Your test would look something like this:
class SomeClassTest extends \PHPUnit_Framework_TestCase
{
/**
* #expectedExceptionCode 123
*/
public function testDoFail()
{
$mock = $this->getMock('SomeClass');
$mock->expects($this->any())
->method('terminate')
->will($this->returnCallback(function($code) {
throw new \Exception($code);
}));
// run to fail
$mock->do();
}
}
I haven't tested the code but should be pretty close to a working state.
As every tests are run by the same PHPUnit process, if you use exit/die in your PHP code, you will kill everything -- as you noticed ^^
So, you have to find another solution, yes -- like returning instead of dying ; or throwing an exception (you can test if some tested code has thrown an expected exception).
Maybe PHPUnit 3.4 and it's --process-isolation switch (see Optionally execute each test using a separate PHP process) might help (by not having everything dying), but you still wouldn't be able to get the result of the test, if PHPUnit doesn't get the control back.
I've had this problem a couple of times ; solved it by returning instead of dying -- even returning several times, if needed, to go back "high enough" in the call stack ^^
In the end, I suppose I don't have any "die" anymore in my application... It's probably better, when thinking about MVC, btw.
There's no need to change the code just to be able to test it, you can simply use set_exit_overload() (provided by test_helpers from same author as PHPUnit).

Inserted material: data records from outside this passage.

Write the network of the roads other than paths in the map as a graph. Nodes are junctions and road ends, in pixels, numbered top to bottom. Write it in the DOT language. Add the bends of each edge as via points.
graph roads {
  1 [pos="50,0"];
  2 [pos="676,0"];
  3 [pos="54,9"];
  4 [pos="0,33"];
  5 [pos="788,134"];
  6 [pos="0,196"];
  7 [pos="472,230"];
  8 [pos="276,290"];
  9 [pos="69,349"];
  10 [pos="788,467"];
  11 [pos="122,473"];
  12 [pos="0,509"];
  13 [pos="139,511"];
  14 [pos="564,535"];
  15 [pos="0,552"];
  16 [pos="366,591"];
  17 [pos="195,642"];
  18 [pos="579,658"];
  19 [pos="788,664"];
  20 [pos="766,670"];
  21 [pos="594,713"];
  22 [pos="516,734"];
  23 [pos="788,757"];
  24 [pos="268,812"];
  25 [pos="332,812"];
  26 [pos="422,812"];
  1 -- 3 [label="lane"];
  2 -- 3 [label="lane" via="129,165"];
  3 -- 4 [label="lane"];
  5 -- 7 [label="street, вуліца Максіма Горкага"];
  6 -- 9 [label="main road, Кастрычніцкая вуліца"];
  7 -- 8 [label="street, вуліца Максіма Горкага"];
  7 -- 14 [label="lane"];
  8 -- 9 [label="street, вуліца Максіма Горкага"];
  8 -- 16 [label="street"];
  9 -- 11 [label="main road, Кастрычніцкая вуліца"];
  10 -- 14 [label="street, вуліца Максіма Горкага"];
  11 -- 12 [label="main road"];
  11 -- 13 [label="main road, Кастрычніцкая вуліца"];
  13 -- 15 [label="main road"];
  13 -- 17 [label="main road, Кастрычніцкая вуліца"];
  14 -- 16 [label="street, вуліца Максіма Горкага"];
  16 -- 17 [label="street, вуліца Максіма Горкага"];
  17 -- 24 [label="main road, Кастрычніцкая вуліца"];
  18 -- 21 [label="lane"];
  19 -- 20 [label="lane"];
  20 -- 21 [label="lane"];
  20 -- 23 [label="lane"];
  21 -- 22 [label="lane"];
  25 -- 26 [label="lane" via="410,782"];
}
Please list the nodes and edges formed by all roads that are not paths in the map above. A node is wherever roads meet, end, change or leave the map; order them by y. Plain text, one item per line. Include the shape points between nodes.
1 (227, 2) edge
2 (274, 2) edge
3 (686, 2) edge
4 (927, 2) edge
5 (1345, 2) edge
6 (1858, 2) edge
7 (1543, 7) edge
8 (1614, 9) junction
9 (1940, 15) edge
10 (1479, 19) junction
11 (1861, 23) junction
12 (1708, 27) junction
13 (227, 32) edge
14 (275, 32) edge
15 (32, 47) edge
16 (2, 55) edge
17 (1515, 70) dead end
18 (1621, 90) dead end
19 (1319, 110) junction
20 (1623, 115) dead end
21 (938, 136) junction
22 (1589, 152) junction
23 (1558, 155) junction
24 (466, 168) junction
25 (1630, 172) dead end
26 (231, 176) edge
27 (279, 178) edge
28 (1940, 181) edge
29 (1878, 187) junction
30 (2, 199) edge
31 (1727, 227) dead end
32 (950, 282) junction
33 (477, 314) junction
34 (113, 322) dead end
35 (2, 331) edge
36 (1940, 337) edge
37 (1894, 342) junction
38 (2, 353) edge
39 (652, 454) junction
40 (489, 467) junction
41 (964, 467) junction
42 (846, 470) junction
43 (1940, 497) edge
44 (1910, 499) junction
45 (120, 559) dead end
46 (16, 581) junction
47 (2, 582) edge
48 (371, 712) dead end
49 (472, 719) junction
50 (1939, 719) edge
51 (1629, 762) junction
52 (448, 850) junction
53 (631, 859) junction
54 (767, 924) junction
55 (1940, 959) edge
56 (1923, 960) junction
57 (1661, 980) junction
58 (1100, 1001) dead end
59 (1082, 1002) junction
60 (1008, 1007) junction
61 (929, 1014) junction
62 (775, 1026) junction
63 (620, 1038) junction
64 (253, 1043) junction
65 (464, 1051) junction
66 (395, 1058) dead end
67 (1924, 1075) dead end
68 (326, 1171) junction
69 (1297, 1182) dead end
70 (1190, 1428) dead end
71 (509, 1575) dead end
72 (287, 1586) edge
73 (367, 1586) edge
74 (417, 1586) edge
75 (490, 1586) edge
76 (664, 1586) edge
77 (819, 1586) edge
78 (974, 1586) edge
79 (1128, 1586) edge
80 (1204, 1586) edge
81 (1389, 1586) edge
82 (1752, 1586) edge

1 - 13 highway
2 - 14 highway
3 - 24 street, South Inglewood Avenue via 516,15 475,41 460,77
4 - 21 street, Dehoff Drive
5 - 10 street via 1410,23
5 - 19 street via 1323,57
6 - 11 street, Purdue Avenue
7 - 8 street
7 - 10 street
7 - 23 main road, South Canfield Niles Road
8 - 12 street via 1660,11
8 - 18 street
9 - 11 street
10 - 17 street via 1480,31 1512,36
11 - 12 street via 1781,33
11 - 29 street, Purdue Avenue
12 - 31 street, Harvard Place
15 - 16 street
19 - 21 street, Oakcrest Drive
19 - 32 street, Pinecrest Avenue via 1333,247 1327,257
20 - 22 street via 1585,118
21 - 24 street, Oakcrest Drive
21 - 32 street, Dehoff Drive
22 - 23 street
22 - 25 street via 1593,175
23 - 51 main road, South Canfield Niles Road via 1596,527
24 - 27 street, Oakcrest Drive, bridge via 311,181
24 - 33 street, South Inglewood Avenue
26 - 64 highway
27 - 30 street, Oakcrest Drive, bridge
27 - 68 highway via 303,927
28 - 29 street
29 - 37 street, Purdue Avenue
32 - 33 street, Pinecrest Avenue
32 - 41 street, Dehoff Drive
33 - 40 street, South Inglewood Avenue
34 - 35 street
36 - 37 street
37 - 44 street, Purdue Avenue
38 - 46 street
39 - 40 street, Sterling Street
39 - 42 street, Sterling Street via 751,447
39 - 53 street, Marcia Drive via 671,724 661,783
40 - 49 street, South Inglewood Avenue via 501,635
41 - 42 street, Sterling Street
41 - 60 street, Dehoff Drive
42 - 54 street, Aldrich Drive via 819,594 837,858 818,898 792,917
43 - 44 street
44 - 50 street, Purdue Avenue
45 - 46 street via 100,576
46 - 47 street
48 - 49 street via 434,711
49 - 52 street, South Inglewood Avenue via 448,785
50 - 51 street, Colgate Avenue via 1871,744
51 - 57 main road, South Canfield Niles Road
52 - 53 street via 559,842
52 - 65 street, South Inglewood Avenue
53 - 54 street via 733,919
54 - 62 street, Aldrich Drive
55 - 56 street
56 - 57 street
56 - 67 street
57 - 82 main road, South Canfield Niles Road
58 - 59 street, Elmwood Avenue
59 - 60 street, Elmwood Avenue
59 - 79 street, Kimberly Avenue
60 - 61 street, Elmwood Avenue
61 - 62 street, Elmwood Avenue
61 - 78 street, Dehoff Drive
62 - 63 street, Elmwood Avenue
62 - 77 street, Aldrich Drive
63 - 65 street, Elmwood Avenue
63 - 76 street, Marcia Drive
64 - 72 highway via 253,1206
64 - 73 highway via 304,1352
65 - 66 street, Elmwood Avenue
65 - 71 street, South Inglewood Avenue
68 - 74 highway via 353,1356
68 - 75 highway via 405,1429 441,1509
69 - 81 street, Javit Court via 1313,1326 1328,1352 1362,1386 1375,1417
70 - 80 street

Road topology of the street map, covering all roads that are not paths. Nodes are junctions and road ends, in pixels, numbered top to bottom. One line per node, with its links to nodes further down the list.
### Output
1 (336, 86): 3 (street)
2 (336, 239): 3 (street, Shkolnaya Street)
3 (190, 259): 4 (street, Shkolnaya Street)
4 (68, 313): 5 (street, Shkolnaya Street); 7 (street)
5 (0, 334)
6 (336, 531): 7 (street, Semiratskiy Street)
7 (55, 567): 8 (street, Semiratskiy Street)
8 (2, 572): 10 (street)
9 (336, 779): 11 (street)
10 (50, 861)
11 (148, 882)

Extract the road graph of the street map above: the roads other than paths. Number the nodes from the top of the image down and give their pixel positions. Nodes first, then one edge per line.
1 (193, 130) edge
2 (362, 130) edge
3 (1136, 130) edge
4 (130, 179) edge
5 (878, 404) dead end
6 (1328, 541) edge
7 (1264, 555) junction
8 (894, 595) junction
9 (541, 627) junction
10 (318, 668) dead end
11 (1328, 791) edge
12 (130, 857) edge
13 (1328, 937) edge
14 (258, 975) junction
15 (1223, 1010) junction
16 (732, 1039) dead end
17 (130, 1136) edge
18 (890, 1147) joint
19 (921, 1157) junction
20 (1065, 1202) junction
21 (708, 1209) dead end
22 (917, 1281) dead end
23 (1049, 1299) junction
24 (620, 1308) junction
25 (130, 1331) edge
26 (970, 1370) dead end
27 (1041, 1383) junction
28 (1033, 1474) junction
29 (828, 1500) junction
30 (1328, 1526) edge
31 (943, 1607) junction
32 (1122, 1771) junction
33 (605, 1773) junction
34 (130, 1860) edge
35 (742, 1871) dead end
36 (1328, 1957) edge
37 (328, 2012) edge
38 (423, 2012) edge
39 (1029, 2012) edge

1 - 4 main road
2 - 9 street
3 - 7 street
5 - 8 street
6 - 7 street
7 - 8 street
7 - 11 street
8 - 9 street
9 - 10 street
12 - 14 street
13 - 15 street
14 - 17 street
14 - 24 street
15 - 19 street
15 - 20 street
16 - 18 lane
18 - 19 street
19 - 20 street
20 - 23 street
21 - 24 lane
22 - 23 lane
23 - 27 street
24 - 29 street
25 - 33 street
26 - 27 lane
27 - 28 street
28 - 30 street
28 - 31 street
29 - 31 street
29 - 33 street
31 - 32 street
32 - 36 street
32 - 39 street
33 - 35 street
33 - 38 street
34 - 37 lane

I realise you've already accepted an answer for this and it's an old question, but I figure this might be useful for someone, so here goes:
Instead of using die(), you could use throw new RuntimeException() (or an exception class of your own), which will also halt program execution (albeit in a different fashion) and use PHPUnit's setExpectedException() to catch it. If you want your script to die() when that exception is encountered, printing absolutely nothing up at level of the user, take a look at set_exception_handler().
Specifically, I'm thinking of a scenario in which you'd place the set_exception_handler()-call into a bootstrap file that the tests don't use, so the handler won't fire there regardless of scenario, so nothing interferes with PHPUnit's native exception handling.
This relates to set of issues I've been having getting some legacy code to pass a test. So I've come up with a Testable class like this...
class Testable {
static function exitphp() {
if (defined('UNIT_TESTING')) {
throw new TestingPhpExitException();
} else {
exit();
}
}
}
Now I simply replace calls to exit() with Testable::exitphp().
If it's under test I just define UNIT_TESTING, in production I don't. Seems like a simple Mock.
You can kill the script or throw an exception, depending on the value of an environmental variable...
So you kill in production or throw an exception in test environment.
Any call to die or exit, Kills the whole process...
This was supposed to be a comment but I can't comment with the level of my reputation points.